No, but it can. Dethatching your lawn regularly ensures that the lawn soil has a proper air circulation, which is vital for root growth. Dethatching also helps suppress the growth of weeds and ensures the soil has adequate nutrients.

It only becomes a problem if it’s done during spring. This is because dethatching during this time of the year destroys the lawn turf giving it no time to repair from the winter injuries.

Should I dethatch every year?

Not necessarily. Thatch on your lawn takes time to accumulate and build up. On average, you should dethatch your lawn every 5 years. However, you have to keep inspecting your lawn every year to monitor the thatch build-up.
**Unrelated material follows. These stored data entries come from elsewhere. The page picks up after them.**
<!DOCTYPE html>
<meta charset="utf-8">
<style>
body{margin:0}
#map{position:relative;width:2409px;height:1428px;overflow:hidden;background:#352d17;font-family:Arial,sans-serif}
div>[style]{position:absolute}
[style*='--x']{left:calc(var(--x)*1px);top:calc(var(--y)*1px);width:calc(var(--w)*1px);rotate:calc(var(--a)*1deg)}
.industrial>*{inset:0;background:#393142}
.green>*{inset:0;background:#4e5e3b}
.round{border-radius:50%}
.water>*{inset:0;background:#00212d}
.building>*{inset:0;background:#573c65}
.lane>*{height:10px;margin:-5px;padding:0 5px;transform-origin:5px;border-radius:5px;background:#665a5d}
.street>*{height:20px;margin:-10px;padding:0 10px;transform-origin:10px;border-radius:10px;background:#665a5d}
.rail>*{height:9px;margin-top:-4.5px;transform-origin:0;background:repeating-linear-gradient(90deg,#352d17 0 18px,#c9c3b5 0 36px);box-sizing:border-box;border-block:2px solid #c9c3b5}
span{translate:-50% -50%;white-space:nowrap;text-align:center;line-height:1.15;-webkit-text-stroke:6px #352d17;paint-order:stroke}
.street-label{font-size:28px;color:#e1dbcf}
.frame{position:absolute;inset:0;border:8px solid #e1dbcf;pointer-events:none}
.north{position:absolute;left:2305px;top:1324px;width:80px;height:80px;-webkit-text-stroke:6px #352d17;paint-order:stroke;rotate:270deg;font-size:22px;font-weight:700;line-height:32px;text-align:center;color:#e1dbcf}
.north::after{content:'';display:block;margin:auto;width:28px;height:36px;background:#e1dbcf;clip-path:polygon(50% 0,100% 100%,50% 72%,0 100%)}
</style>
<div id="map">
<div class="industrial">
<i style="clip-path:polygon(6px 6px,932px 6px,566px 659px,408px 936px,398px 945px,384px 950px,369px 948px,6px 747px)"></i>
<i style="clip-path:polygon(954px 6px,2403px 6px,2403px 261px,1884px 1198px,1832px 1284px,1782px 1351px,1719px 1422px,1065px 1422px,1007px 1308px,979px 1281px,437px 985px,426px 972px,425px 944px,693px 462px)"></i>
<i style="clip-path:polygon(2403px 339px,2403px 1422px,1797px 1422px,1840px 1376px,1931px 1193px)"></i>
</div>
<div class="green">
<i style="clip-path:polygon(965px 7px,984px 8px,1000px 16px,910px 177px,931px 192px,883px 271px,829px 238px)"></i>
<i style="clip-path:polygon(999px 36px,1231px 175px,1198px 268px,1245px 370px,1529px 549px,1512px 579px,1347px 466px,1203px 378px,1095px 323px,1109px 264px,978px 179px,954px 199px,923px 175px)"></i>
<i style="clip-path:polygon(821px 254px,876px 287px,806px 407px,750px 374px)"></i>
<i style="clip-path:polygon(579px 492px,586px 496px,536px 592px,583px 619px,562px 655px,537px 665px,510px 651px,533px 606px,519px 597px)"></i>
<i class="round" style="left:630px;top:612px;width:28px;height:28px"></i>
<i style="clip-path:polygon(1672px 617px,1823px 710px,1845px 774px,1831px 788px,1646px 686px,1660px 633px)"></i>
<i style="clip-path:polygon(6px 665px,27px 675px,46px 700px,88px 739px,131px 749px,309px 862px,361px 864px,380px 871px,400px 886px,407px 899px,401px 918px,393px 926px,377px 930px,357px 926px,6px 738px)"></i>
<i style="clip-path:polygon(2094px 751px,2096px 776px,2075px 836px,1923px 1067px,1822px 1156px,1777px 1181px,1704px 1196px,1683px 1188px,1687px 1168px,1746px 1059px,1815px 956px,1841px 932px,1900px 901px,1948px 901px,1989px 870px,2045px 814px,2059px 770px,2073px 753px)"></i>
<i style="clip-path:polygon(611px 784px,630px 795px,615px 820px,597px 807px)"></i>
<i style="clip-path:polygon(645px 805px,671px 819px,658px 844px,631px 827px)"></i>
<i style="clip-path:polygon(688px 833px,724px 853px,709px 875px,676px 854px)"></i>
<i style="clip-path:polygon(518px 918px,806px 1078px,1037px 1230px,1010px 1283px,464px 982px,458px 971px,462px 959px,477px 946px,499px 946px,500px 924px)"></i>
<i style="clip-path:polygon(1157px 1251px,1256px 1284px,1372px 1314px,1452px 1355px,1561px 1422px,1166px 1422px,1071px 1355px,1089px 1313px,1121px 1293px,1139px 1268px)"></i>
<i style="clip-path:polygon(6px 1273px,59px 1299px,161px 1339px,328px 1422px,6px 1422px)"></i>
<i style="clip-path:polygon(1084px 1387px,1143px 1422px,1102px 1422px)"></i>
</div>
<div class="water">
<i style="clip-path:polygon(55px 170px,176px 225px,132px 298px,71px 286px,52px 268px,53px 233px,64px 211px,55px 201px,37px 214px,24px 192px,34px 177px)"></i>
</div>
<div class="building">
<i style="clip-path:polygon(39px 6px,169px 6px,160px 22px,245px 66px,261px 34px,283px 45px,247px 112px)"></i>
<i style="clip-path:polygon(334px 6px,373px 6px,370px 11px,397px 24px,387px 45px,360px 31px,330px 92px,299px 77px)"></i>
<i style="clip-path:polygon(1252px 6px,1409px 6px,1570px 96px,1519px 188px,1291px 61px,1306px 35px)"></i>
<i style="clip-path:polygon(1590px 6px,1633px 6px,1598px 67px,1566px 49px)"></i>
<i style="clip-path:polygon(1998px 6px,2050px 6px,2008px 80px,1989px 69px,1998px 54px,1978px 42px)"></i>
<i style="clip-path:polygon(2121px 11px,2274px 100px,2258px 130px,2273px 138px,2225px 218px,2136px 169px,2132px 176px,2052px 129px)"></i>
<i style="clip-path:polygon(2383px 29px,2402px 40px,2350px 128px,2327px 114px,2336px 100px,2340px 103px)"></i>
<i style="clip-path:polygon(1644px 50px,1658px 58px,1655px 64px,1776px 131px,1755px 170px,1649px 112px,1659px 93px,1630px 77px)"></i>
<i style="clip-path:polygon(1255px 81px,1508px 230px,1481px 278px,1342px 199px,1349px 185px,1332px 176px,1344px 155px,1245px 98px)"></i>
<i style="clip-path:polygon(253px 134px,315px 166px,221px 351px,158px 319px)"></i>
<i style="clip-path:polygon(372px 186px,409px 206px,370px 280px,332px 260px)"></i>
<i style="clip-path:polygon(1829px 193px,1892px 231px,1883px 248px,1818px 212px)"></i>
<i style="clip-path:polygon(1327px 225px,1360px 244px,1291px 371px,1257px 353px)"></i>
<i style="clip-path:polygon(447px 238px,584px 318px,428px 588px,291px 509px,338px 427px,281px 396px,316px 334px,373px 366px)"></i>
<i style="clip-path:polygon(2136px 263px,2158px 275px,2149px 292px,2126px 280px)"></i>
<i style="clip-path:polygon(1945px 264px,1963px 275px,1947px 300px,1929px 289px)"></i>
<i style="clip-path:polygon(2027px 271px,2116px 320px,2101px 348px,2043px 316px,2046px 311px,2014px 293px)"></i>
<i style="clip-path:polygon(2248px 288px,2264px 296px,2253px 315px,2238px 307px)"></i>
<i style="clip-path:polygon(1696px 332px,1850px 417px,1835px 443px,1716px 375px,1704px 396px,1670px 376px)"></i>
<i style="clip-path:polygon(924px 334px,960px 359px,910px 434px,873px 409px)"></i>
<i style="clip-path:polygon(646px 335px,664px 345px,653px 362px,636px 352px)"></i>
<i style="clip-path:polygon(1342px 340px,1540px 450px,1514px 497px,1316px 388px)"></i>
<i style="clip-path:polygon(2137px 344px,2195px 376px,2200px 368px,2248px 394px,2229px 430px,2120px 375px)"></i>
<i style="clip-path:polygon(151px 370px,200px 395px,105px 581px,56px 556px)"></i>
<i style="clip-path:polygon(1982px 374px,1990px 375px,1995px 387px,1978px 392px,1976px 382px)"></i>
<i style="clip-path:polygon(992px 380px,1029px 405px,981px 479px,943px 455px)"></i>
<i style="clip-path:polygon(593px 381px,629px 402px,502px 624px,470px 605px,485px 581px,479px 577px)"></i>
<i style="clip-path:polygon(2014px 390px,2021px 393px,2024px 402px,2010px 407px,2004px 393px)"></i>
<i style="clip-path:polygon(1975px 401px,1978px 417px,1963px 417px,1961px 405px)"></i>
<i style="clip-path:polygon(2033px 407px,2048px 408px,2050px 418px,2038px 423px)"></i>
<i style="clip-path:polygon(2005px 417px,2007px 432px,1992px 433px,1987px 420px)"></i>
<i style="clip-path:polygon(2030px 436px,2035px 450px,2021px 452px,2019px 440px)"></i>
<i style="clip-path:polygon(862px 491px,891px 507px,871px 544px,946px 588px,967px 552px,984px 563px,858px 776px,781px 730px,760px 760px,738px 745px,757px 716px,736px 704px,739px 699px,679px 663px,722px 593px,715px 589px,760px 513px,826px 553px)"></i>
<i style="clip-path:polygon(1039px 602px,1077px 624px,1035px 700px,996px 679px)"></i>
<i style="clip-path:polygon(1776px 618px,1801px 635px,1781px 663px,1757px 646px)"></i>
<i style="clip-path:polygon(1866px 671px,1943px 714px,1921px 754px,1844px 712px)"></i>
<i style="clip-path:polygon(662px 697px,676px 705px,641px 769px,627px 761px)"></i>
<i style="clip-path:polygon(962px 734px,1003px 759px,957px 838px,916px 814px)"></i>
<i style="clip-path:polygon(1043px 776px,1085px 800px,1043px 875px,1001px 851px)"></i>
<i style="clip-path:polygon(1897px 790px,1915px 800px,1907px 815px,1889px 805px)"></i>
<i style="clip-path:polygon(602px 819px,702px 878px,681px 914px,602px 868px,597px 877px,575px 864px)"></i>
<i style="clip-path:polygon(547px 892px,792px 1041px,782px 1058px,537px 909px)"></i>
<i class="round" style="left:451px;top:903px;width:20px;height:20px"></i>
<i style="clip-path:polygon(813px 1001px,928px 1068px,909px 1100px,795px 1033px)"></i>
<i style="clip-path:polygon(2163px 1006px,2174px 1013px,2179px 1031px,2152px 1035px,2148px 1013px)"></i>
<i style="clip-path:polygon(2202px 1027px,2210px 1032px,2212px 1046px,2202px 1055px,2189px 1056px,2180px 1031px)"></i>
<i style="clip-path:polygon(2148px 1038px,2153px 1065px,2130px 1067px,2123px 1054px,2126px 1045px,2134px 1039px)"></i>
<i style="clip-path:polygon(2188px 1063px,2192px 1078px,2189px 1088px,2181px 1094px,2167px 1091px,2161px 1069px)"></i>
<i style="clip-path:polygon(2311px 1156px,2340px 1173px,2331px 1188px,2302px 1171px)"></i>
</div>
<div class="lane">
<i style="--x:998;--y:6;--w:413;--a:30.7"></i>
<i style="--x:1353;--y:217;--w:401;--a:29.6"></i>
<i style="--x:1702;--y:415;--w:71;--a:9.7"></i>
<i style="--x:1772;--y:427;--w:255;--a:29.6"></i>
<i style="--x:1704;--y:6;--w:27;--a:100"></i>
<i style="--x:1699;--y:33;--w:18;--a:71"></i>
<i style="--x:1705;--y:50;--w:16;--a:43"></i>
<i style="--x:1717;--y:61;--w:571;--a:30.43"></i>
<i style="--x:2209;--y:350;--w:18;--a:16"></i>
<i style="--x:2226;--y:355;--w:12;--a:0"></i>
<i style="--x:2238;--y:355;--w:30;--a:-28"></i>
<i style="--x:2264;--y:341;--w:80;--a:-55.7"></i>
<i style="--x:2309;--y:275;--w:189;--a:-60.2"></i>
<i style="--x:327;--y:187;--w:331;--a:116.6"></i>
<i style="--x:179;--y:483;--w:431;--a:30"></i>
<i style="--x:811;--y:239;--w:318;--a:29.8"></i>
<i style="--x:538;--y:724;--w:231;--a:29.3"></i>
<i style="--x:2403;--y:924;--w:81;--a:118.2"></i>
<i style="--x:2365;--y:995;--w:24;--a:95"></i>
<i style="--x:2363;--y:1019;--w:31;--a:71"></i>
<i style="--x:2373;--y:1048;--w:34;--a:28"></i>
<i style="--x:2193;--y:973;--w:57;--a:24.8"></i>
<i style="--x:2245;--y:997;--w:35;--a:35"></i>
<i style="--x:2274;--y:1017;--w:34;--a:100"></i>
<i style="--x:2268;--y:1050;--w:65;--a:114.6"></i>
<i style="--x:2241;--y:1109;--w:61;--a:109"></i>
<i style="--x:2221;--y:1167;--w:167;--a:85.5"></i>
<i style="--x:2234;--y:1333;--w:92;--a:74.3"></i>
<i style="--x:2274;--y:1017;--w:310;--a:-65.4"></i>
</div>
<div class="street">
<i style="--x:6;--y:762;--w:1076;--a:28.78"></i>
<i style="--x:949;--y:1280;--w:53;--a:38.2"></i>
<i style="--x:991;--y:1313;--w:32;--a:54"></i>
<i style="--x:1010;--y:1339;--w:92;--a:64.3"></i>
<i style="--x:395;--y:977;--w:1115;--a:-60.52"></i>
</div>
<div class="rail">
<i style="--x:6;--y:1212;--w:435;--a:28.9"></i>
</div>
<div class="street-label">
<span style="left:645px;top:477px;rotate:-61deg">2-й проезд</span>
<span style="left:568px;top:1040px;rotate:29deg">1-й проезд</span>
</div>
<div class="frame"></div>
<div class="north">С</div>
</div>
If the lawn grass attains a ½ inch thickness before the fifth year, then prepare for dethatching. You can always measure the thatch level by running your fingers through the grass and measuring the thatch layer’s depth.

A good time to schedule for the job would be during early spring and early autumn for cool-season grasses. For warm-season grasses, early summer and late spring work best.

Should I aerate and dethatch?

Normally, you should, but it’s not compulsory. Aerating your lawn should be done at least once per year, but dethatching can wait for several more years. As a rule, only choose to dethatch your lawn if the thatch layer grows past the ½-inch mark.

When you choose to aerate and dethatch your lawn, most professionals recommend starting with the dethatching first. This makes aeration much easier and improves the root growth development for your lawn.

Is it good to power rake your lawn?

Only when necessary. While a power rake excels at controlling excess thatch, it leaves a significant impact on your lawn’s turf. If not carefully done, power raking loosens the topsoil and damages the healthy grass.

If you have to power rake, do it in early summer or late spring (for warm-season grasses).

Should I fertilize after dethatching?

Yes! After dethatching your lawn, the next step should be aerating, then reseeding and fertilizing it. You can choose to fertilize your lawn immediately after dethatching or wait for 3 – 4 weeks. However, never fertilize your lawn before dethatching the lawn first.